- [EXERCISE GOAL]
An exact copy of all records is expected, minus the images.

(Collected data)
* * * * *
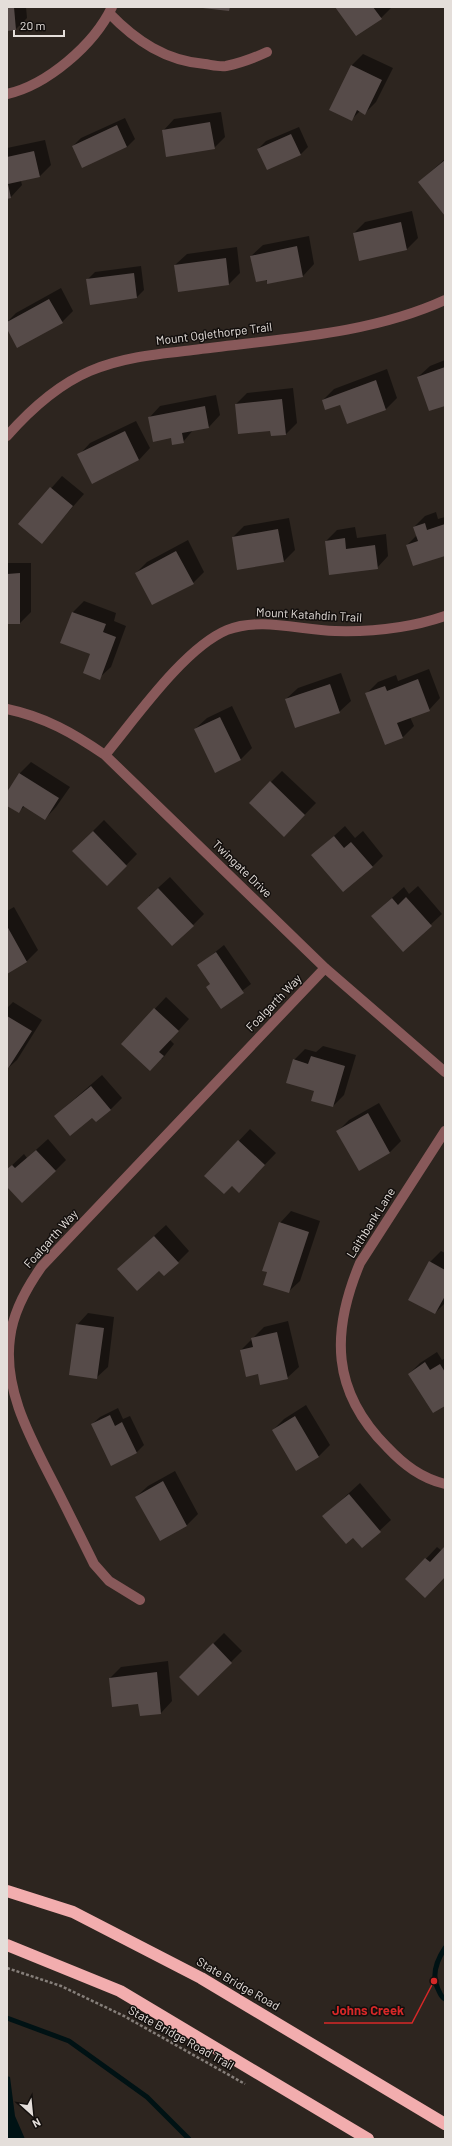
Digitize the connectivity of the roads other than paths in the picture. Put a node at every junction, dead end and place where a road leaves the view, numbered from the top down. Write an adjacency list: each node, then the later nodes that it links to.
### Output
1 (111, 10): 2 (street); 3 (street)
2 (267, 52)
3 (7, 94)
4 (445, 300): 5 (street, Mount Oglethorpe Trail)
5 (7, 436)
6 (445, 616): 8 (street, Mount Katahdin Trail)
7 (7, 709): 8 (street, Twingate Drive)
8 (105, 755): 9 (street, Twingate Drive)
9 (325, 968): 10 (street, Twingate Drive); 13 (street, Foalgarth Way)
10 (445, 1072)
11 (445, 1131): 12 (street, Laithbank Lane)
12 (445, 1484)
13 (140, 1600)
14 (7, 1891): 16 (highway, State Bridge Road)
15 (7, 1945): 17 (highway)
16 (445, 2124)
17 (368, 2139)

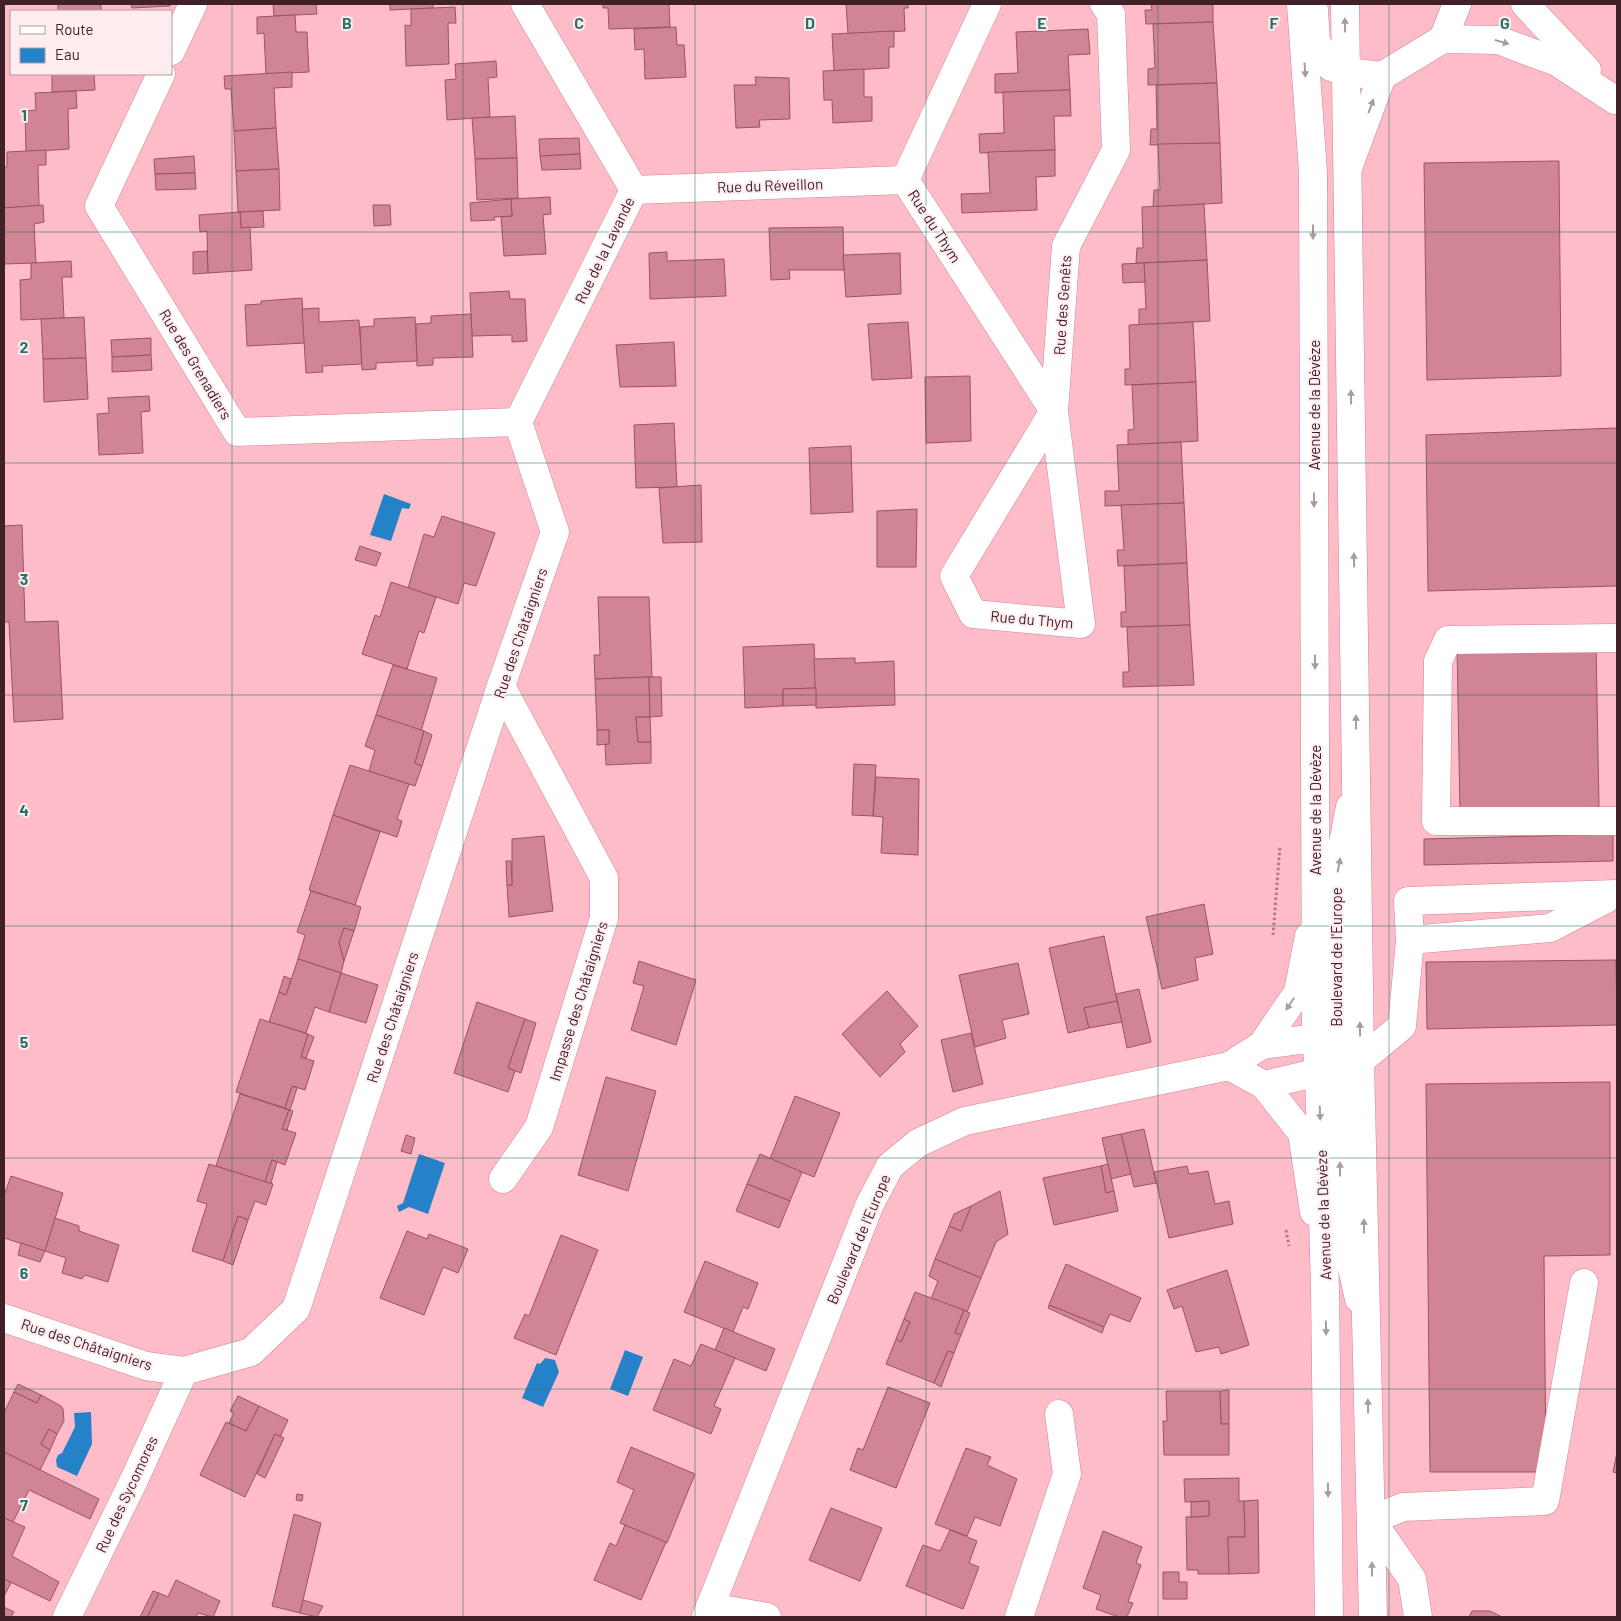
* * * * *
- [PROBLEM SOLUTION]
Digitize the connectivity of the roads other than paths in the picture. Put a node at every junction, dead end and place where a road leaves the view, numbered from the top down. Write an adjacency list: each node, then the later nodes that it links to.
### Output
1 (111, 10): 2 (street); 3 (street)
2 (267, 52)
3 (7, 94)
4 (445, 300): 5 (street, Mount Oglethorpe Trail)
5 (7, 436)
6 (445, 616): 8 (street, Mount Katahdin Trail)
7 (7, 709): 8 (street, Twingate Drive)
8 (105, 755): 9 (street, Twingate Drive)
9 (325, 968): 10 (street, Twingate Drive); 13 (street, Foalgarth Way)
10 (445, 1072)
11 (445, 1131): 12 (street, Laithbank Lane)
12 (445, 1484)
13 (140, 1600)
14 (7, 1891): 16 (highway, State Bridge Road)
15 (7, 1945): 17 (highway)
16 (445, 2124)
17 (368, 2139)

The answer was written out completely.